Scan the material below and copy every line holding the word "linecap".
### DATA EXCERPTS
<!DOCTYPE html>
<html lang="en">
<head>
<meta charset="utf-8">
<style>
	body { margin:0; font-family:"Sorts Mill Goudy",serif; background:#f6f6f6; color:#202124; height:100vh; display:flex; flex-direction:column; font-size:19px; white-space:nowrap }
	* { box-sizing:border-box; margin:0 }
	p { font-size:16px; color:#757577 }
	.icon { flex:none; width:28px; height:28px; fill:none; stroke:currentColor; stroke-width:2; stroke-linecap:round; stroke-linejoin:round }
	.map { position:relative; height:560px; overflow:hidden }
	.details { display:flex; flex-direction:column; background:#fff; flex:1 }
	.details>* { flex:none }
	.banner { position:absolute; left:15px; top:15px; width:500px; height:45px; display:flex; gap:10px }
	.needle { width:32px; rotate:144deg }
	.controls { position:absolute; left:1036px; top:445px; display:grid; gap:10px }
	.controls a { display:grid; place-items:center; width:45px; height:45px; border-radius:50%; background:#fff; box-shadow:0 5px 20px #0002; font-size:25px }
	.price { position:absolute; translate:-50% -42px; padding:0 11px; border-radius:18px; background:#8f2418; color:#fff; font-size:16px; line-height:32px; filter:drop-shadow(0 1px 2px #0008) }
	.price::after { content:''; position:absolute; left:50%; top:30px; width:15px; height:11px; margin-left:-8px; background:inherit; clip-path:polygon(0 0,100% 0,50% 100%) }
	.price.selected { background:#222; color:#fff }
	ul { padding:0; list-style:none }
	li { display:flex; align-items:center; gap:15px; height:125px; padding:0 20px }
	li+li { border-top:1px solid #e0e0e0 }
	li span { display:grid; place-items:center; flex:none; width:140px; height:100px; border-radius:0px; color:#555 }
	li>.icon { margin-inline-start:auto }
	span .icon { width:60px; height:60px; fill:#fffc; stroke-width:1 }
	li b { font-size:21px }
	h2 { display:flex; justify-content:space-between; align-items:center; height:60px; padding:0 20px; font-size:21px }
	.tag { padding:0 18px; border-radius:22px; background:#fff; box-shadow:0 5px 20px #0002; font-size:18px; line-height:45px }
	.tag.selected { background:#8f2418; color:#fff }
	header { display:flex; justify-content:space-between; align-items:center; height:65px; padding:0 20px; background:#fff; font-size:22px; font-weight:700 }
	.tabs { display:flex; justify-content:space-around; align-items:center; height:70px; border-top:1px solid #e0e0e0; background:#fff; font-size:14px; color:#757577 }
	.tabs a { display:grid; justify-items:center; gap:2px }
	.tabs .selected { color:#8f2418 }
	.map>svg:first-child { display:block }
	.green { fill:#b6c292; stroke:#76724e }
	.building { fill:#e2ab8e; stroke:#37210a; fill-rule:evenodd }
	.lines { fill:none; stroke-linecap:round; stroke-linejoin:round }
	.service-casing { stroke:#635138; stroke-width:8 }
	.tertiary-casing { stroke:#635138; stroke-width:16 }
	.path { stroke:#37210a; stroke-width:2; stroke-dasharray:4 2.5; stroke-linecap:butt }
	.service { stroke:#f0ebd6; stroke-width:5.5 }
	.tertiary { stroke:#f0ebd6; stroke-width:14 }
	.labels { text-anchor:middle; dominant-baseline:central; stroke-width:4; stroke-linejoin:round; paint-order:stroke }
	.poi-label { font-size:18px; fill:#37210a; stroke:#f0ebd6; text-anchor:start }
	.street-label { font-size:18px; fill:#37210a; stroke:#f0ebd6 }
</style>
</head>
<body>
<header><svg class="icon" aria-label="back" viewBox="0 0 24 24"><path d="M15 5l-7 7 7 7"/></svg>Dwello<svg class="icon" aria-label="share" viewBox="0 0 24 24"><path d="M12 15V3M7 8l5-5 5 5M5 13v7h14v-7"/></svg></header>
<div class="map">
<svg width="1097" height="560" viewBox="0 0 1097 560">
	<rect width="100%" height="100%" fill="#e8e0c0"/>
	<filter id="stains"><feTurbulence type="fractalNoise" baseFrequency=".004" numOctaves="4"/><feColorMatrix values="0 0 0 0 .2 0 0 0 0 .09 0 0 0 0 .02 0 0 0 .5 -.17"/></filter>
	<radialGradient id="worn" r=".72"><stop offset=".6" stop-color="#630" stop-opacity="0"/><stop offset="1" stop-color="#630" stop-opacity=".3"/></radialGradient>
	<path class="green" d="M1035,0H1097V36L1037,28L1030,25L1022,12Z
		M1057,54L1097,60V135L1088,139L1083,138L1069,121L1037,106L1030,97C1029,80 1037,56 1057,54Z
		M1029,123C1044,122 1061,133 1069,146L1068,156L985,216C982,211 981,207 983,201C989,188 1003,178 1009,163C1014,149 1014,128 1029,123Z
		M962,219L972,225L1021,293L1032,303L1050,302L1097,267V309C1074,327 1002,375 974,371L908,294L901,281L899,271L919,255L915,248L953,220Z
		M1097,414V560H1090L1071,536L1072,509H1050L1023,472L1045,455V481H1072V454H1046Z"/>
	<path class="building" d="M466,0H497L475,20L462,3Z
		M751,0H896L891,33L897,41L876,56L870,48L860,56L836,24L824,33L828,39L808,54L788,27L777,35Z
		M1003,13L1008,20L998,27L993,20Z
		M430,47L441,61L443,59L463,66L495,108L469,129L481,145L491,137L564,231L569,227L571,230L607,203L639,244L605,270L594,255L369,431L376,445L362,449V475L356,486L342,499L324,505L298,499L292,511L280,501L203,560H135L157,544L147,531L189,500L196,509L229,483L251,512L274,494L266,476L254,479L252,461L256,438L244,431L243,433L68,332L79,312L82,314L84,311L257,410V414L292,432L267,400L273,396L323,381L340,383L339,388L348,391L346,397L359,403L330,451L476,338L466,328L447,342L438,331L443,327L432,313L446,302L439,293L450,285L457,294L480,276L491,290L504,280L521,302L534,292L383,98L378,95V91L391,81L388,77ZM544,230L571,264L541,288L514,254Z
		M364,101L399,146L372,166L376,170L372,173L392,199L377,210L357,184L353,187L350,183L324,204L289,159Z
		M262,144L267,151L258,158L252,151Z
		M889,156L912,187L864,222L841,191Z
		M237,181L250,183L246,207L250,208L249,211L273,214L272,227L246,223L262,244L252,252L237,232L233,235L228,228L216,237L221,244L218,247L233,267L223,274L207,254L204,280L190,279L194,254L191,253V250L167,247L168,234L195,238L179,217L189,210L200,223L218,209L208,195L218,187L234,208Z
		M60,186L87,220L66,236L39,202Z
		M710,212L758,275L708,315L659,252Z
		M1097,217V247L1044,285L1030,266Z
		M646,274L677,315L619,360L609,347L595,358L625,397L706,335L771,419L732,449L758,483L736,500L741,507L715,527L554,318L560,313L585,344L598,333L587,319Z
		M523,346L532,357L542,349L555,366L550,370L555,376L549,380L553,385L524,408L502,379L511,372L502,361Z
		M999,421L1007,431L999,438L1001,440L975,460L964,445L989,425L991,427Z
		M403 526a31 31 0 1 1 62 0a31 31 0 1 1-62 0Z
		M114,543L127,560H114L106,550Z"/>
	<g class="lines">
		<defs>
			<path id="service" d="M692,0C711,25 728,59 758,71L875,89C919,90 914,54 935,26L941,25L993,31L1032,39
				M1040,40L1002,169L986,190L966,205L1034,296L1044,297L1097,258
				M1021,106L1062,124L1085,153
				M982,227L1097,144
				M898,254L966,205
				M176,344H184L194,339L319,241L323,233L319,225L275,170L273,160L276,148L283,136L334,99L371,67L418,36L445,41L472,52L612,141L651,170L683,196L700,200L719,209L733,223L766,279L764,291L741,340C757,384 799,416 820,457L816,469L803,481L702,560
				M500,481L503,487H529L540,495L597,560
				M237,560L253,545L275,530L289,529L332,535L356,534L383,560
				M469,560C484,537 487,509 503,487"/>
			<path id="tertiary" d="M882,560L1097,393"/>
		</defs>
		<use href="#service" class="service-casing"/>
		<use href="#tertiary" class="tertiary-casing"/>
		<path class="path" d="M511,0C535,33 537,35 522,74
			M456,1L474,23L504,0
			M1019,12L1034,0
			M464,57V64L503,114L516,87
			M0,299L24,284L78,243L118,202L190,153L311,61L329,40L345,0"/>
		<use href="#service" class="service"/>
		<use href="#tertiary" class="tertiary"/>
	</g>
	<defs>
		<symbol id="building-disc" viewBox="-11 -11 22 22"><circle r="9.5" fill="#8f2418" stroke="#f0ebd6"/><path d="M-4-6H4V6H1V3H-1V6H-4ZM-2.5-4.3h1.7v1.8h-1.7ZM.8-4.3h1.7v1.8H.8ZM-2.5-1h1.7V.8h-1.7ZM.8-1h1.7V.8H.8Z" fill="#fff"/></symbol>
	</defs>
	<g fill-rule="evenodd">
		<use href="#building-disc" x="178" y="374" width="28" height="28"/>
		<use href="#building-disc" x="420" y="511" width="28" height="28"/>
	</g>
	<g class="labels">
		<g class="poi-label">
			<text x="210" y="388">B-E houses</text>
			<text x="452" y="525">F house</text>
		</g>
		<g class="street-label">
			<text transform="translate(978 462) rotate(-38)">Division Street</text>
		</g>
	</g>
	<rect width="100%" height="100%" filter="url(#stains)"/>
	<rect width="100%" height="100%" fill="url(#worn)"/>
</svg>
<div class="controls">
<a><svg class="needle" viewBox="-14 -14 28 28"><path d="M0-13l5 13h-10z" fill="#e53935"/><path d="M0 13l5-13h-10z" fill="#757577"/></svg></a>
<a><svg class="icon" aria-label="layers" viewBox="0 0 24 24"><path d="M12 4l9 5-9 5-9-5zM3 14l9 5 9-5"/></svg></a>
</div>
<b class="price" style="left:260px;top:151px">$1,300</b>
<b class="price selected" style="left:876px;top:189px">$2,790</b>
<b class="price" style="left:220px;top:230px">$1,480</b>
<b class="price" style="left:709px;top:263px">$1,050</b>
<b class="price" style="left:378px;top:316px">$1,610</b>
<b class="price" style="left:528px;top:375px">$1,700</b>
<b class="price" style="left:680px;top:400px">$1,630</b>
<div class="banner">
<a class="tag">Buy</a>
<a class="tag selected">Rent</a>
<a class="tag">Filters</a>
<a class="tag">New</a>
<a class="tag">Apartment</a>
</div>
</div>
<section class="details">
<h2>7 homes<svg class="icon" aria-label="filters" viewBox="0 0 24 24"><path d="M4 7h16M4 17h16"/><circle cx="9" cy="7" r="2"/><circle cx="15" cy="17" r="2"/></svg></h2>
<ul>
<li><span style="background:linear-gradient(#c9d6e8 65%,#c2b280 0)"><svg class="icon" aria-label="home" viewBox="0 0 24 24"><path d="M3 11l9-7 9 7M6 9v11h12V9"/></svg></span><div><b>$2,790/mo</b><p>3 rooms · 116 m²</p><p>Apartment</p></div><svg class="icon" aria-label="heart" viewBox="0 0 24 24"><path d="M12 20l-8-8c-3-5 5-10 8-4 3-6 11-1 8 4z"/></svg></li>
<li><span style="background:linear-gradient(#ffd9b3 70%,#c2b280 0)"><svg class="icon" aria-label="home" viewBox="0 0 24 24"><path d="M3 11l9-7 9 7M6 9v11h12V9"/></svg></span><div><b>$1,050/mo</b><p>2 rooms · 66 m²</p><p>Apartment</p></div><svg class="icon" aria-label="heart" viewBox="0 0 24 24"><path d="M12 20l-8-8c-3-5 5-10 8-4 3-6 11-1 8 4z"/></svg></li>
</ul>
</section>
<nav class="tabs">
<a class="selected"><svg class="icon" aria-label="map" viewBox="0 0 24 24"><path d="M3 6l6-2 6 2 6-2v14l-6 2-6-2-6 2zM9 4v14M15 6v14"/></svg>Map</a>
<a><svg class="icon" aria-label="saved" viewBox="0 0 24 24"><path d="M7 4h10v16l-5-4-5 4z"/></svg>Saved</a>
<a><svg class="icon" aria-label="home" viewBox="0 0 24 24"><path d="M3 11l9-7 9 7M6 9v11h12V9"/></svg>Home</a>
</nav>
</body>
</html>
######
# TASK RESPONSE:
	.icon { flex:none; width:28px; height:28px; fill:none; stroke:currentColor; stroke-width:2; stroke-linecap:round; stroke-linejoin:round }
	.lines { fill:none; stroke-linecap:round; stroke-linejoin:round }
	.path { stroke:#37210a; stroke-width:2; stroke-dasharray:4 2.5; stroke-linecap:butt }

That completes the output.